Some studies address the relationship between selenium consumption and fertility because of its significant role in the functioning of the natural reproductive system [20, 21]. Reduction of fertility rates in women has been linked to deficient selenium body saturation; yet, selenium’s role in this process remains unknown. One proposition is that selenium may neutralize, eliminate and prevent the synthesis of Reactive Oxygen Species (ROS) functioning as a co-factor of antioxidative enzymes [22, 23]. Increase in ROS concentrations negatively affects immature ova, oocytes in the first meiotic divisions, but selenium inhibits the ROS negative effects [24, 25]. Low selenium concentration has been observed in follicular fluid in women with unexplained infertility when compared to women infertility due to other factors. Authors of these studies suggest that activity of glutathione peroxidade (GPx) in the follicular microenvironment may play an essential role in the fertilization and gametogenesis [26]. Selenium deficiencies may lead to miscarriages, damaging the nervous and immune system of fetuses and produce gestational complications. Additionally, low concentration of selenium in blood serum has been associated with newborn low birth weight [20].

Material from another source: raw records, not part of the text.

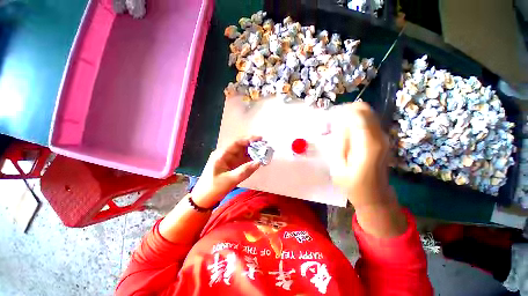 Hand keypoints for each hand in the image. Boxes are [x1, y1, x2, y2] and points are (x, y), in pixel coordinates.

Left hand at [191, 136, 261, 207]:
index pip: (236, 143)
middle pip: (240, 146)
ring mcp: (229, 160)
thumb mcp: (229, 180)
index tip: (260, 139)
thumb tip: (258, 162)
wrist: (204, 199)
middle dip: (252, 144)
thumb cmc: (213, 188)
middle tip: (265, 144)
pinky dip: (250, 159)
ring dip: (253, 151)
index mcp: (221, 154)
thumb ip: (244, 171)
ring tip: (264, 151)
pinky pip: (243, 159)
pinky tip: (258, 159)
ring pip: (243, 152)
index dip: (248, 139)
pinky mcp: (232, 166)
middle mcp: (225, 154)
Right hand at [329, 102, 391, 208]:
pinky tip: (345, 133)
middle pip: (364, 109)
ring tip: (336, 128)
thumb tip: (339, 124)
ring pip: (367, 113)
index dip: (341, 112)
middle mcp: (379, 136)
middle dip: (346, 111)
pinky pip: (367, 121)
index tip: (329, 120)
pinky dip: (355, 121)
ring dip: (350, 116)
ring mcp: (382, 136)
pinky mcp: (381, 139)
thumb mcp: (338, 166)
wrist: (374, 195)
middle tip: (332, 123)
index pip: (358, 114)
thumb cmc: (352, 184)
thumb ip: (340, 142)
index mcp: (368, 144) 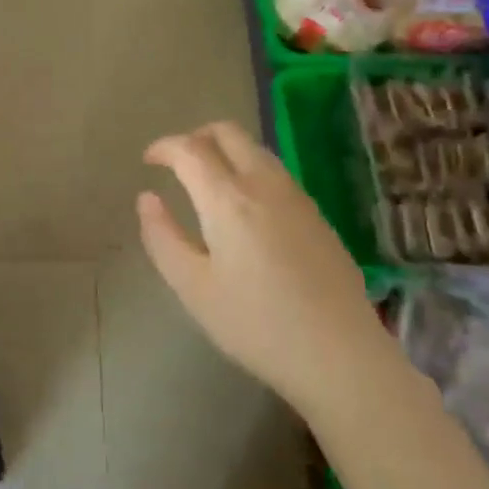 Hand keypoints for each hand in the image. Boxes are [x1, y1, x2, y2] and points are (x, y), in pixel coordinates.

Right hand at [137, 121, 381, 411]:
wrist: (341, 355)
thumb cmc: (257, 325)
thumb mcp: (194, 288)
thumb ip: (163, 238)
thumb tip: (146, 199)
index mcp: (228, 199)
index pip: (190, 149)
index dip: (164, 147)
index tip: (148, 160)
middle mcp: (263, 184)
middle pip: (227, 132)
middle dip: (196, 136)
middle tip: (177, 162)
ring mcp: (296, 196)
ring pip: (254, 148)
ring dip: (225, 150)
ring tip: (207, 181)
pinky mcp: (317, 213)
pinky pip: (274, 171)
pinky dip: (249, 168)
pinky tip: (244, 207) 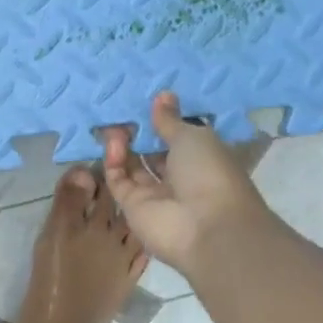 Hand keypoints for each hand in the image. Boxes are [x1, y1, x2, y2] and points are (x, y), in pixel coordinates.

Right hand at [102, 91, 269, 278]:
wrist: (207, 227)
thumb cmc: (209, 173)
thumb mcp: (193, 137)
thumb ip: (171, 120)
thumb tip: (163, 95)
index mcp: (201, 159)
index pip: (177, 138)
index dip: (161, 122)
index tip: (145, 102)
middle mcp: (178, 178)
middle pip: (151, 152)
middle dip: (137, 133)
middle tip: (121, 111)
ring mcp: (154, 194)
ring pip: (132, 166)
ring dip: (123, 144)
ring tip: (113, 123)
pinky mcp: (132, 207)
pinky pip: (119, 180)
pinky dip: (114, 161)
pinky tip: (113, 142) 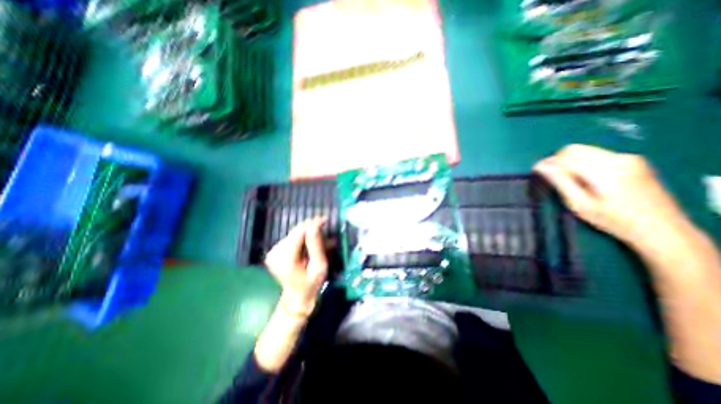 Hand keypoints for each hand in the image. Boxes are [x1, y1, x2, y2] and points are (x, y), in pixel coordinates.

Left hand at [264, 217, 328, 318]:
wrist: (296, 297)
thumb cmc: (311, 284)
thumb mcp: (319, 266)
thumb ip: (316, 245)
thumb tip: (315, 225)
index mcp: (285, 259)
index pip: (299, 233)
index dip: (312, 224)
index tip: (326, 220)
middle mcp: (275, 252)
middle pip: (296, 231)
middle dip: (312, 227)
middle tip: (325, 227)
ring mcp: (273, 251)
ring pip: (294, 233)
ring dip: (308, 233)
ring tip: (320, 238)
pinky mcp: (275, 250)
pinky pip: (292, 238)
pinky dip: (302, 238)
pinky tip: (310, 243)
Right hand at [535, 146, 686, 246]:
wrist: (661, 228)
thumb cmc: (614, 221)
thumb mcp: (580, 205)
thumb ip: (560, 182)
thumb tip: (541, 167)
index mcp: (604, 172)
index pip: (565, 158)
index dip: (547, 163)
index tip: (536, 172)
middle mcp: (617, 159)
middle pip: (574, 149)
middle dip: (557, 160)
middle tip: (551, 176)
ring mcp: (628, 157)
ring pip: (584, 150)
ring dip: (569, 161)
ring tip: (568, 179)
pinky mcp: (632, 160)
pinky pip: (596, 154)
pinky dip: (582, 162)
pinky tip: (586, 178)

Sperm counts among men have more than halved during the last 40 years, and the latest findings reveal that the concentration of male sperm ejaculate in western countries has continued to fall an average of 1.4% a year, leading to an overall drop of just over 52%. Low sperm counts might also be an indicator of nutritional deficiency, body weight, lack of physical activity and smoking [31]. Selenium deficiency also produces infertility in men reducing the quality of semen and low sperm motility. Antioxidant therapy provided by selenium, glutathione, vitamins C and E, zinc, folic acid, N-acetylcysteine and Coenzyme-Q10 may reduce oxidative stress induced sperm damage increasing live birth rates [27-29]. Some clinical trials encourage using selenium combined with other antioxidants to treat male infertility. One systematic review by the Cochrane group reported that antioxidant may provide benefit for reduced fertility with prolonged time of unwanted non-conception, sub fertile women [21, 30]. However, even with the literature being prodigious in demonstrating the benefits of selenium in the treatment of infertile couples, unfortunately, only a few doctors in the Brazil and elsewhere co-prescribe this nutrient.
Omega 3
Some omega- 3 (n-3) and omega- 6 (n-6) fatty acids neither be synthesized by animals nor humans and need to be consumed. Accordingly, linolenic acid (C18:3 n-3) and linoleic acid (C18:2 n-6) are critical in numerous somatic processes, including: general growth, development of the brain, eyes and reproductive system. Mammalian spermatozoa have a high proportion of Polyunsaturated Fatty Acids (PUFA), especially palmitic acid (C16:0) and docosahexanoic acid (DHA, C22:6n-3) both, besides possessing wide-range of health benefits, play a pivotal role in fertilization. However, overconsumption of soybean oil, linoleic acid (omega-6), has been linked with decreased eicosapentaenoic acid tissue concentration (EPA; also, icosapentaenoic acid, an omega-3 fatty acid) and docosahexaenoic acid (DHA) in the United States during the 20th century and may explain the decrease in male fertility as a pivotal health problem worldwide [34]. Consequently, the increased intake of omega-6 fatty acid and the decrease of omega-3 fatty acid contribute to a large increase in the majority of developed countries in the unhealthy omega-6/ omega-3 ratio of 20:1. Additionally, corporate agribusiness and modern agriculture practices produces a Western diet containing low levels of omega-3 and high levels of omega-6. This nutritional shift is linked to a significant increase in the prevalence of weight gain and obesity factors that contribute to infertility [53].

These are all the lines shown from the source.